- **Task inputs**:
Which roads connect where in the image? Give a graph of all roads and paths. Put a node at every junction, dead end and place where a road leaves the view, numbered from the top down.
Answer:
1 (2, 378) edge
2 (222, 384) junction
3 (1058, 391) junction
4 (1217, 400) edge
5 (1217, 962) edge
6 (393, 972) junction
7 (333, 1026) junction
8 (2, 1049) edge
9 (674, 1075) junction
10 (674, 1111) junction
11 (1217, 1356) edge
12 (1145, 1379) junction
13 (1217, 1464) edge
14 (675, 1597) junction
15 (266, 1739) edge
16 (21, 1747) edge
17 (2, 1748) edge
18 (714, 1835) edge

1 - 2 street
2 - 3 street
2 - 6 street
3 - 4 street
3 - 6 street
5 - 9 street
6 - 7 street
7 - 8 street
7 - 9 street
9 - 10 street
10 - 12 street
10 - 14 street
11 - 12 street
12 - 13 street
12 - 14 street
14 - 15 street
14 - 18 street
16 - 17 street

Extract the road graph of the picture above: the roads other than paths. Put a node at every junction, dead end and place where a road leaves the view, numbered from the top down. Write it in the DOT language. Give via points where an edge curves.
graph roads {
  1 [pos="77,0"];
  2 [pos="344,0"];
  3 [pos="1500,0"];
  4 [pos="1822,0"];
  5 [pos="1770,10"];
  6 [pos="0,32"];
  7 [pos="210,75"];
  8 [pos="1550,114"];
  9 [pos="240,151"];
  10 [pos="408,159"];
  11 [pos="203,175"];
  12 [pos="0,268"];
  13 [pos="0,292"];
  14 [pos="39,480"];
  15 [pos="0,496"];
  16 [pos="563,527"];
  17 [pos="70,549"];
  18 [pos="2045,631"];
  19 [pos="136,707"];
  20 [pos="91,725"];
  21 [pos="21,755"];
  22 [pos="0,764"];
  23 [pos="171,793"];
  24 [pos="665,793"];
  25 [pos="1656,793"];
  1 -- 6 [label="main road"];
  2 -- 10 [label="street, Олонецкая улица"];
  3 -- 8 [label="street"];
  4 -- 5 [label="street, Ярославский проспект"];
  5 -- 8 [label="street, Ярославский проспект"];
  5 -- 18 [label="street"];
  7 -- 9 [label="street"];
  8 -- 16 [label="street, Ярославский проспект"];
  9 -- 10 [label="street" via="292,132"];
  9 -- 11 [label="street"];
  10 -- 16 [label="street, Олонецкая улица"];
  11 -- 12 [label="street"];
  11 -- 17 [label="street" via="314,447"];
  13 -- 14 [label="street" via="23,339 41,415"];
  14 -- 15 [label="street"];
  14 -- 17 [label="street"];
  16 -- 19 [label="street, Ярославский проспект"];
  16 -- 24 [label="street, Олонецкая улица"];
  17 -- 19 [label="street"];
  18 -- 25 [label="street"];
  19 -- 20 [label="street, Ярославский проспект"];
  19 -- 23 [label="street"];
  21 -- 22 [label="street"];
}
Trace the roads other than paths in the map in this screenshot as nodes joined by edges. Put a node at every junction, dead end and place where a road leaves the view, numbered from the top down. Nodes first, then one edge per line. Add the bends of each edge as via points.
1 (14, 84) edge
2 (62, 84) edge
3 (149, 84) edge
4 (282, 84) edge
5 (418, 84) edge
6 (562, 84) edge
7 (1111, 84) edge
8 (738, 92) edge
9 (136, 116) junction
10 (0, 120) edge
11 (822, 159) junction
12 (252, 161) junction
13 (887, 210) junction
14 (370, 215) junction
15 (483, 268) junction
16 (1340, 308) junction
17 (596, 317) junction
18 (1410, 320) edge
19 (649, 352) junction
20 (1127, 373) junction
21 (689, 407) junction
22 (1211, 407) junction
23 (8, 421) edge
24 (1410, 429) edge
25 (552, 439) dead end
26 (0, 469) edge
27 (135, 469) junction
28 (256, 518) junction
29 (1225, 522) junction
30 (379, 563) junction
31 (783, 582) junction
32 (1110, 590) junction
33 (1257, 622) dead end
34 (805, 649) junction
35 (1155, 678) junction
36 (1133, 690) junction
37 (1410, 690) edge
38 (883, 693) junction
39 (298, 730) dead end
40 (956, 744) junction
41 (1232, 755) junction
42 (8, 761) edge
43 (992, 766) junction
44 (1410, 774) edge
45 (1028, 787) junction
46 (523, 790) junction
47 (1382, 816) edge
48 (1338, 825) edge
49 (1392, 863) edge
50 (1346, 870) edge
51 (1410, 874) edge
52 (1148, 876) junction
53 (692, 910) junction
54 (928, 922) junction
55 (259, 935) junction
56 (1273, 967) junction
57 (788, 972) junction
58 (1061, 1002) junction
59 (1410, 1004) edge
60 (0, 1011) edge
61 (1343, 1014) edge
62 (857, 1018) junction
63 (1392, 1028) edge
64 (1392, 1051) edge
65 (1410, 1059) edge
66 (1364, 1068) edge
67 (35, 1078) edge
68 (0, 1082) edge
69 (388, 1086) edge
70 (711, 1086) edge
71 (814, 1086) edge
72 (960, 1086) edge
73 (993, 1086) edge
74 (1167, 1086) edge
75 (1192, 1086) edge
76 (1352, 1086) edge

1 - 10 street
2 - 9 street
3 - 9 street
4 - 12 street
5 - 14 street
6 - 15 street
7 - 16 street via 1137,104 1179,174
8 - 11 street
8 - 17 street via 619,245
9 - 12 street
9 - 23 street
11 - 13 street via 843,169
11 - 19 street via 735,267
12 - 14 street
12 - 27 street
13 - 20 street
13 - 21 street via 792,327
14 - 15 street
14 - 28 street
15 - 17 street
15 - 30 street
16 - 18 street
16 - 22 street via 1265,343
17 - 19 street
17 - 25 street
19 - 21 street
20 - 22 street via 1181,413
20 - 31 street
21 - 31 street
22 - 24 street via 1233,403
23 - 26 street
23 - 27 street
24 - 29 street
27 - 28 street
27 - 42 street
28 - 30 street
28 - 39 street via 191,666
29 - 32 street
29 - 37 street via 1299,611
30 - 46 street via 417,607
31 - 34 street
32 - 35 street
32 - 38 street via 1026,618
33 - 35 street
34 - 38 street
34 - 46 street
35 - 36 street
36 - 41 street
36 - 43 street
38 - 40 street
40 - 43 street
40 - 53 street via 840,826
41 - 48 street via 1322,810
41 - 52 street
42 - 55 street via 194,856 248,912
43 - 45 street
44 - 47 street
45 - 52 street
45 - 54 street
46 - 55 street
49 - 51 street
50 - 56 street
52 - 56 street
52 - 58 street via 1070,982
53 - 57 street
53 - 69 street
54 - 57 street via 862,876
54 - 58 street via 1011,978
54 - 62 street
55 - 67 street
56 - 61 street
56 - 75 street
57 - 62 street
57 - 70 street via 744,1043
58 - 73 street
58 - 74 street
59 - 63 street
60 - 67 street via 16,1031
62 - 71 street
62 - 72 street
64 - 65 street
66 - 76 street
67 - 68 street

- **Aim of the task**:
Using the records above as the source, restate each line verbatim.

- **Exercise response**:
Which roads connect where in the image? Give a graph of all roads and paths. Put a node at every junction, dead end and place where a road leaves the view, numbered from the top down.
Answer:
1 (2, 378) edge
2 (222, 384) junction
3 (1058, 391) junction
4 (1217, 400) edge
5 (1217, 962) edge
6 (393, 972) junction
7 (333, 1026) junction
8 (2, 1049) edge
9 (674, 1075) junction
10 (674, 1111) junction
11 (1217, 1356) edge
12 (1145, 1379) junction
13 (1217, 1464) edge
14 (675, 1597) junction
15 (266, 1739) edge
16 (21, 1747) edge
17 (2, 1748) edge
18 (714, 1835) edge

1 - 2 street
2 - 3 street
2 - 6 street
3 - 4 street
3 - 6 street
5 - 9 street
6 - 7 street
7 - 8 street
7 - 9 street
9 - 10 street
10 - 12 street
10 - 14 street
11 - 12 street
12 - 13 street
12 - 14 street
14 - 15 street
14 - 18 street
16 - 17 street

Extract the road graph of the picture above: the roads other than paths. Put a node at every junction, dead end and place where a road leaves the view, numbered from the top down. Write it in the DOT language. Give via points where an edge curves.
graph roads {
  1 [pos="77,0"];
  2 [pos="344,0"];
  3 [pos="1500,0"];
  4 [pos="1822,0"];
  5 [pos="1770,10"];
  6 [pos="0,32"];
  7 [pos="210,75"];
  8 [pos="1550,114"];
  9 [pos="240,151"];
  10 [pos="408,159"];
  11 [pos="203,175"];
  12 [pos="0,268"];
  13 [pos="0,292"];
  14 [pos="39,480"];
  15 [pos="0,496"];
  16 [pos="563,527"];
  17 [pos="70,549"];
  18 [pos="2045,631"];
  19 [pos="136,707"];
  20 [pos="91,725"];
  21 [pos="21,755"];
  22 [pos="0,764"];
  23 [pos="171,793"];
  24 [pos="665,793"];
  25 [pos="1656,793"];
  1 -- 6 [label="main road"];
  2 -- 10 [label="street, Олонецкая улица"];
  3 -- 8 [label="street"];
  4 -- 5 [label="street, Ярославский проспект"];
  5 -- 8 [label="street, Ярославский проспект"];
  5 -- 18 [label="street"];
  7 -- 9 [label="street"];
  8 -- 16 [label="street, Ярославский проспект"];
  9 -- 10 [label="street" via="292,132"];
  9 -- 11 [label="street"];
  10 -- 16 [label="street, Олонецкая улица"];
  11 -- 12 [label="street"];
  11 -- 17 [label="street" via="314,447"];
  13 -- 14 [label="street" via="23,339 41,415"];
  14 -- 15 [label="street"];
  14 -- 17 [label="street"];
  16 -- 19 [label="street, Ярославский проспект"];
  16 -- 24 [label="street, Олонецкая улица"];
  17 -- 19 [label="street"];
  18 -- 25 [label="street"];
  19 -- 20 [label="street, Ярославский проспект"];
  19 -- 23 [label="street"];
  21 -- 22 [label="street"];
}
Trace the roads other than paths in the map in this screenshot as nodes joined by edges. Put a node at every junction, dead end and place where a road leaves the view, numbered from the top down. Nodes first, then one edge per line. Add the bends of each edge as via points.
1 (14, 84) edge
2 (62, 84) edge
3 (149, 84) edge
4 (282, 84) edge
5 (418, 84) edge
6 (562, 84) edge
7 (1111, 84) edge
8 (738, 92) edge
9 (136, 116) junction
10 (0, 120) edge
11 (822, 159) junction
12 (252, 161) junction
13 (887, 210) junction
14 (370, 215) junction
15 (483, 268) junction
16 (1340, 308) junction
17 (596, 317) junction
18 (1410, 320) edge
19 (649, 352) junction
20 (1127, 373) junction
21 (689, 407) junction
22 (1211, 407) junction
23 (8, 421) edge
24 (1410, 429) edge
25 (552, 439) dead end
26 (0, 469) edge
27 (135, 469) junction
28 (256, 518) junction
29 (1225, 522) junction
30 (379, 563) junction
31 (783, 582) junction
32 (1110, 590) junction
33 (1257, 622) dead end
34 (805, 649) junction
35 (1155, 678) junction
36 (1133, 690) junction
37 (1410, 690) edge
38 (883, 693) junction
39 (298, 730) dead end
40 (956, 744) junction
41 (1232, 755) junction
42 (8, 761) edge
43 (992, 766) junction
44 (1410, 774) edge
45 (1028, 787) junction
46 (523, 790) junction
47 (1382, 816) edge
48 (1338, 825) edge
49 (1392, 863) edge
50 (1346, 870) edge
51 (1410, 874) edge
52 (1148, 876) junction
53 (692, 910) junction
54 (928, 922) junction
55 (259, 935) junction
56 (1273, 967) junction
57 (788, 972) junction
58 (1061, 1002) junction
59 (1410, 1004) edge
60 (0, 1011) edge
61 (1343, 1014) edge
62 (857, 1018) junction
63 (1392, 1028) edge
64 (1392, 1051) edge
65 (1410, 1059) edge
66 (1364, 1068) edge
67 (35, 1078) edge
68 (0, 1082) edge
69 (388, 1086) edge
70 (711, 1086) edge
71 (814, 1086) edge
72 (960, 1086) edge
73 (993, 1086) edge
74 (1167, 1086) edge
75 (1192, 1086) edge
76 (1352, 1086) edge

1 - 10 street
2 - 9 street
3 - 9 street
4 - 12 street
5 - 14 street
6 - 15 street
7 - 16 street via 1137,104 1179,174
8 - 11 street
8 - 17 street via 619,245
9 - 12 street
9 - 23 street
11 - 13 street via 843,169
11 - 19 street via 735,267
12 - 14 street
12 - 27 street
13 - 20 street
13 - 21 street via 792,327
14 - 15 street
14 - 28 street
15 - 17 street
15 - 30 street
16 - 18 street
16 - 22 street via 1265,343
17 - 19 street
17 - 25 street
19 - 21 street
20 - 22 street via 1181,413
20 - 31 street
21 - 31 street
22 - 24 street via 1233,403
23 - 26 street
23 - 27 street
24 - 29 street
27 - 28 street
27 - 42 street
28 - 30 street
28 - 39 street via 191,666
29 - 32 street
29 - 37 street via 1299,611
30 - 46 street via 417,607
31 - 34 street
32 - 35 street
32 - 38 street via 1026,618
33 - 35 street
34 - 38 street
34 - 46 street
35 - 36 street
36 - 41 street
36 - 43 street
38 - 40 street
40 - 43 street
40 - 53 street via 840,826
41 - 48 street via 1322,810
41 - 52 street
42 - 55 street via 194,856 248,912
43 - 45 street
44 - 47 street
45 - 52 street
45 - 54 street
46 - 55 street
49 - 51 street
50 - 56 street
52 - 56 street
52 - 58 street via 1070,982
53 - 57 street
53 - 69 street
54 - 57 street via 862,876
54 - 58 street via 1011,978
54 - 62 street
55 - 67 street
56 - 61 street
56 - 75 street
57 - 62 street
57 - 70 street via 744,1043
58 - 73 street
58 - 74 street
59 - 63 street
60 - 67 street via 16,1031
62 - 71 street
62 - 72 street
64 - 65 street
66 - 76 street
67 - 68 street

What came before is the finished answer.